On December 31, human rights lawyer and advocate Rene Saguisag, through the opinion column published by the Philippine Daily Inquirer, said that Ateneo should have waited for the holidays to be over before dismissing the student, also criticizing President Rodrigo Duterte for his silence on the issue.

On January 8, 2019, a witness of the incident claimed that the bully was "provoked" by other students. A witness also added that "he had his run-ins with the victim back in seventh grade".

On January 10, the mother of the bully spoke about the incident, claiming that "he acted in self-defense". However, local celebrities have expressed their disappointment, over the "lack of sincerity in the mother and son's apology".

== Reactions ==
After the incident, Ateneo Junior High School issued a statement, "On December 19, 2018, video that appears to feature Ateneo de Manila Junior High School students in a fight in the campus, has been making the rounds of social media." On December 21, several Senators urged netizens to stop attacking the teen who was in the video, and decried the incident. On December 20, the Presidential Spokesperson, Salvador Panelo, was "bothered" by the incident after he watched the video of the bully "using martial arts to hurt others". The PTA issued a statement, condemning "any form of misbehavior which includes harassment, bullying, and acts of violence".

Local celebrities also expressed their opinions about the incident, including Lea Salonga, Xian Lim, Robi Domingo, Kyla, and Tippy Dos Santos. Makati Representative and taekwondo champion Monsour del Rosario posted a statement on Facebook, denouncing the bully's behavior and lack of discipline, stating that the perpetrator was a "failed representation" of the sport. Local netizens similarly condemned the incident, expressing outrage at Ateneo apparently tolerating the bully and demanded immediate action, making the #NeverTolerateBullying hashtag a trending topic on Twitter.

On December 22, Senator Leila de Lima expressed her concern over the student in the bullying incident, saying that such forms of child abuse should be investigated. Boying Pimentel published his opinion on Philippine Daily Inquirer, supporting the bullied boy.

In the wake of the incident, songs about bullying have experienced a resurgence in popularity on social media, including "Katulad Ng Iba", performed by Gloc-9 and Zia Quizon, and "Anting-Anting" by Gloc-9, featuring Sponge Cola.
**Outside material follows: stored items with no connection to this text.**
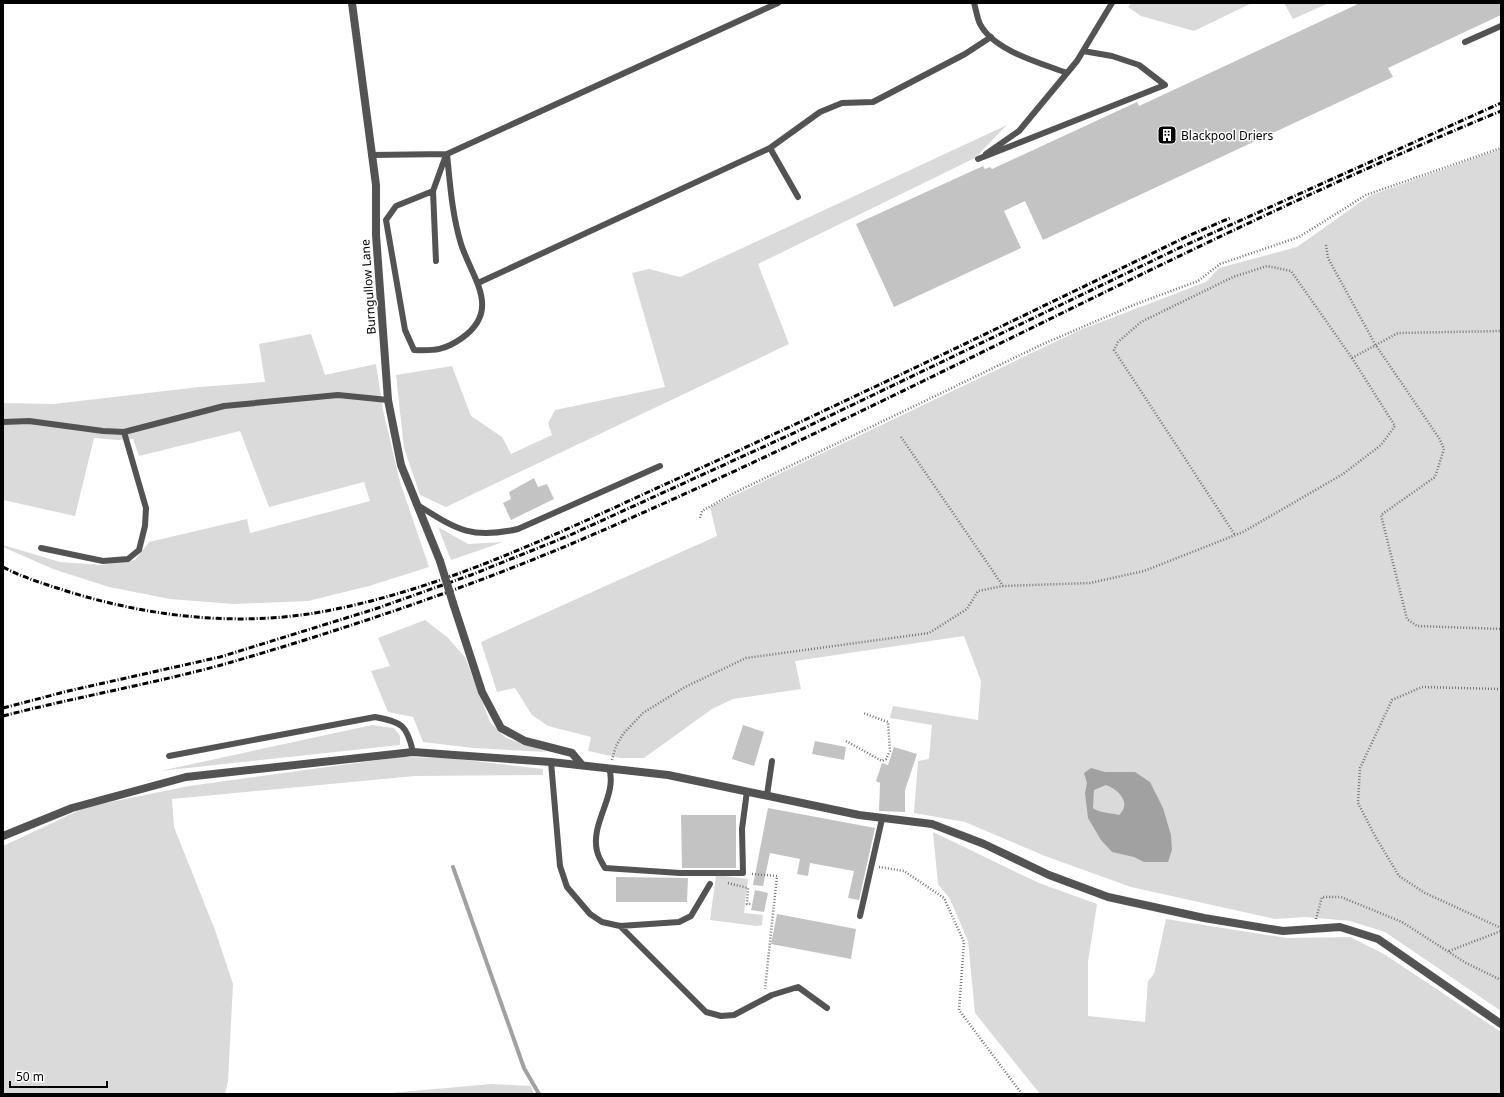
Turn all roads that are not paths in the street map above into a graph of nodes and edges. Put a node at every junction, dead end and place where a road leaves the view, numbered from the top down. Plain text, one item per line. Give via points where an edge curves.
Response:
1 (352, 3) edge
2 (778, 3) edge
3 (974, 3) edge
4 (1112, 3) edge
5 (1501, 26) edge
6 (991, 37) junction
7 (1464, 42) dead end
8 (1083, 51) junction
9 (1067, 73) junction
10 (770, 148) junction
11 (447, 154) junction
12 (371, 155) junction
13 (433, 191) junction
14 (798, 197) dead end
15 (436, 261) dead end
16 (478, 283) junction
17 (388, 400) junction
18 (3, 422) edge
19 (124, 432) junction
20 (660, 466) dead end
21 (416, 504) junction
22 (41, 548) dead end
23 (413, 752) junction
24 (169, 756) dead end
25 (772, 761) dead end
26 (551, 762) junction
27 (582, 765) junction
28 (609, 768) junction
29 (747, 791) junction
30 (767, 795) junction
31 (882, 819) junction
32 (3, 836) edge
33 (710, 884) road end
34 (860, 916) dead end
35 (620, 926) junction
36 (827, 1008) dead end
37 (1501, 1024) edge

1 - 12 street, Burngullow Lane
2 - 11 lane
3 - 6 lane via 980,24
4 - 8 lane
5 - 7 lane
6 - 9 lane via 1014,53
6 - 10 lane via 965,54 873,102 842,103 820,112
8 - 9 lane
8 - 9 lane via 1112,56 1139,65 1165,85 978,159 1018,131
10 - 14 lane
10 - 16 lane
11 - 12 lane
11 - 13 lane
11 - 16 lane via 454,215 461,244
12 - 17 street, Burngullow Lane via 376,185 376,235
13 - 15 lane
13 - 16 lane via 396,206 386,220 405,330 414,350 449,348 470,333 481,320 482,299
17 - 19 lane via 338,395 224,406
17 - 21 street, Burngullow Lane via 401,465
18 - 19 lane via 29,421
19 - 22 lane via 146,508 139,550 128,559 103,561
20 - 21 lane via 518,529 495,534 470,533
21 - 27 street, Burngullow Lane, bridge via 440,561 482,692 501,728 525,741 572,753
23 - 24 lane via 404,726 392,720 375,717
23 - 26 street
23 - 32 street via 186,777 72,808
25 - 30 lane
26 - 27 street
26 - 35 lane via 560,866 567,887 590,914 602,922
27 - 28 street
28 - 29 street via 668,775
28 - 29 lane via 612,777 597,831 597,850 605,868 680,873 743,873 742,829
29 - 30 street
30 - 31 street
31 - 34 lane
31 - 37 street via 932,824 984,844 1049,875 1108,897 1204,918 1283,931 1340,927 1378,939
33 - 35 lane via 691,916 679,922
35 - 36 lane via 706,1012 721,1016 734,1015 798,987

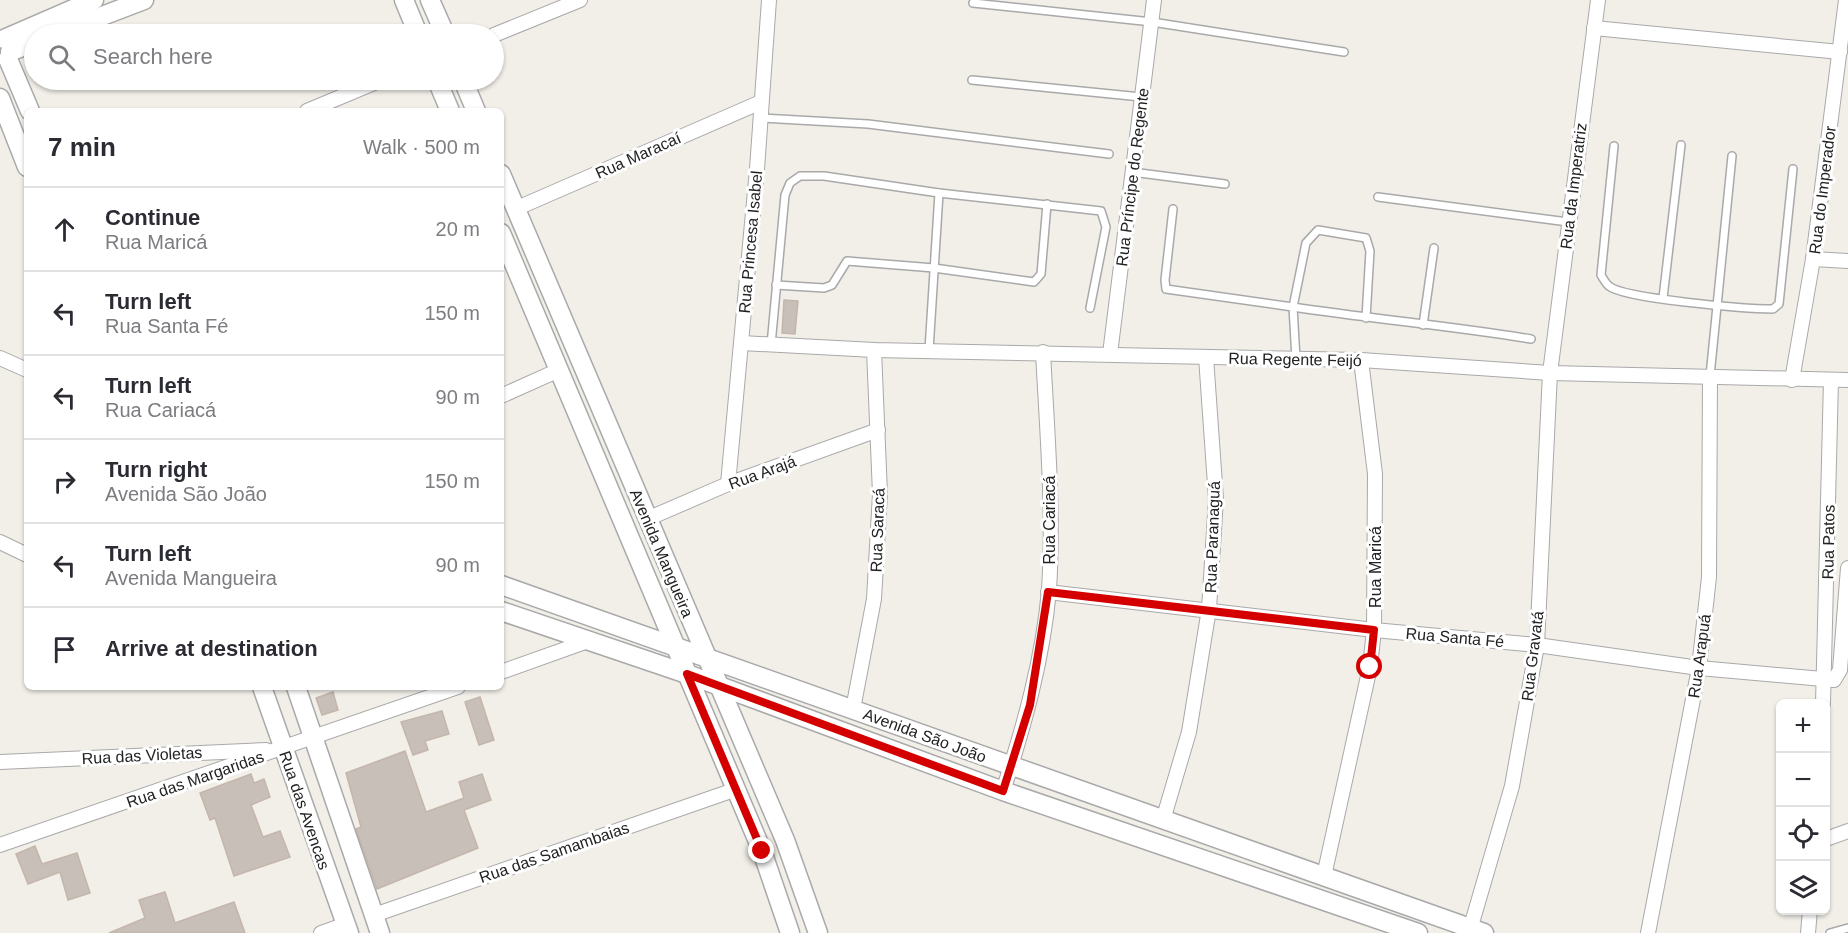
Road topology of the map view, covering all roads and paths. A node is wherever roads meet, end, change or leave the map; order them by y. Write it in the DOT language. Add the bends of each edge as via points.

== Hoaxes regarding the incident ==
A home address claiming to be where the bully lives were fraudulently posted on social media. The purported address later turned out to be the Peacemakers Christian Family Church, owned by Pastor Rully Taculod and his wife. Taculod and his family and congregation then became the subject of prank deliveries from fast food chains and online stores as well as death threats from irate netizens who fell for the hoax. This led to the church putting up posters condemning the incidents and advising people that they are in no way associated with the bully and the address in the report is incorrect.

Other hoaxes such as Senator Risa Hontiveros purporting to have said that the bully was just "practicing taekwondo", and "Igalang naman po natin ang mga Atenista. Naglalaro lang naman ng sparring ang mga bata! Wala pong pang bu-bully nagaganap sa Ateneo" ("Let us respect the Atenista. The children were only play sparring! Bullying does not take place in Ateneo.") have been debunked by both Rappler and Hontiveros herself as fake news.